11. The heterogeneous matching method of claim 10, wherein, The first parameter further includes: the third number of storage cells in the memory and the capacity of the storage cells; the second parameter further includes: the fourth number of read units in the interface circuit; Determining the first loop number for the interface circuit to read data from the memory based on the first parameter and the second parameter includes: Based on the third and fourth quantities, a fifth quantity is determined for the reading unit to read from the storage unit; Based on the bandwidth and the capacity of the storage unit, determine the sixth number of storage units that the heterogeneous processing circuit reads at one time; The first cycle number is determined based on the fifth and sixth quantities.

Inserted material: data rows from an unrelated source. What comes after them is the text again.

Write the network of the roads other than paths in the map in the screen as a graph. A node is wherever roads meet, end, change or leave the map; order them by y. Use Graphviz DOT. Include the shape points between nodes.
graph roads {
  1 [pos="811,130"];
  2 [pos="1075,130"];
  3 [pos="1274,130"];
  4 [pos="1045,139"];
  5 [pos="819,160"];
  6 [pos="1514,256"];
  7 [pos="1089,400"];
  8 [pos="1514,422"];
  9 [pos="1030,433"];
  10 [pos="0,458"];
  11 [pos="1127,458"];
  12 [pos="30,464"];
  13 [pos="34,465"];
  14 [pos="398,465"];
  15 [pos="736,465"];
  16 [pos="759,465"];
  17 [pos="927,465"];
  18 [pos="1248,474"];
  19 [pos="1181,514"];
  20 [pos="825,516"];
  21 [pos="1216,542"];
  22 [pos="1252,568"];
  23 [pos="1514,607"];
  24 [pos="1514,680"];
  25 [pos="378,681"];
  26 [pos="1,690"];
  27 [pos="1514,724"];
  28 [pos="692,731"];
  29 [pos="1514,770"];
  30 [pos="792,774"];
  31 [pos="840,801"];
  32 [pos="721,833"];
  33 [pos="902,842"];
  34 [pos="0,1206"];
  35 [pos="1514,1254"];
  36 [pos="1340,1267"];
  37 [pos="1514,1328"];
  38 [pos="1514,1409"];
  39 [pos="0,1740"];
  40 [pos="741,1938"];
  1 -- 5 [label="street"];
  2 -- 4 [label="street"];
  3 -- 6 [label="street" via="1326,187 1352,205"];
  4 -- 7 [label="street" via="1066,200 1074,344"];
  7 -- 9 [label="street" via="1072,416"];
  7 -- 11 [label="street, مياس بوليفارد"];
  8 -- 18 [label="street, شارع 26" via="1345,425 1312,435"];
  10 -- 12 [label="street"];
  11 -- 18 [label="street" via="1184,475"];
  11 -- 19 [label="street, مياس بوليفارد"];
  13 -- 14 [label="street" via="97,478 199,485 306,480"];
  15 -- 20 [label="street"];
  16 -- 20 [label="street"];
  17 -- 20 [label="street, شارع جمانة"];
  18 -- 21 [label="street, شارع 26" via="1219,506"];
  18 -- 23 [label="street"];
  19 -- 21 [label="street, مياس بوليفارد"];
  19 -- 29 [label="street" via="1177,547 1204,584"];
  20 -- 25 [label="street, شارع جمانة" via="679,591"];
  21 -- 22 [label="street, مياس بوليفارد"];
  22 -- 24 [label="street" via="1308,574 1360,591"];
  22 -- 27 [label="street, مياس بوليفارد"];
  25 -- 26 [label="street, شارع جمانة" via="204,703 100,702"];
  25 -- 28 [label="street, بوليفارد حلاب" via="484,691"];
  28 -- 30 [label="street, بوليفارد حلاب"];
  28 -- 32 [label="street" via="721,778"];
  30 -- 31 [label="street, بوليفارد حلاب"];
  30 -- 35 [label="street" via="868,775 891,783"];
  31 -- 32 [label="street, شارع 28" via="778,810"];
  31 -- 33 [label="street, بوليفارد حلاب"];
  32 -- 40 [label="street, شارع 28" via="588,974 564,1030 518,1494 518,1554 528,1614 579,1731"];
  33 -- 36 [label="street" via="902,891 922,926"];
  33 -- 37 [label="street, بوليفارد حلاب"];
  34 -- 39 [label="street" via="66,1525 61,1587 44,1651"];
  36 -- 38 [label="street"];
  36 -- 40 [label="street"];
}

12. The heterogeneous matching method of claim 10 or 11, wherein, Determining the first number of the plurality of processing modules based on the first loop count and the second number of the plurality of processing units includes: The first cycle number is squared to determine the seventh quantity; Based on the seventh quantity, a second quantity of the plurality of processing units is determined; Based on the second quantity, a first quantity of the plurality of processing modules is determined.
13. The heterogeneous matching method of claim 12, wherein, The absolute value of the difference between the first quantity and the second quantity is less than or equal to a first preset value, which is determined based on the second quantity.
14. A heterogeneous matching apparatus, characterized by, include: The acquisition unit is used to acquire a first parameter of the memory, the first parameter including the capacity of the memory; and to acquire a second parameter of the interface circuit, the second parameter including the bandwidth of the interface circuit; A matching unit is configured to determine a first loop number for the interface circuit to read data from the memory based on the first parameter and the second parameter; and to determine a first number of the plurality of processing modules based on the first loop number and a second number of the plurality of processing units.
15. A computer program product, characterised in that, Includes instructions, wherein, when executed by a processor, the heterogeneous matching method of any one of claims 10-13 is executed.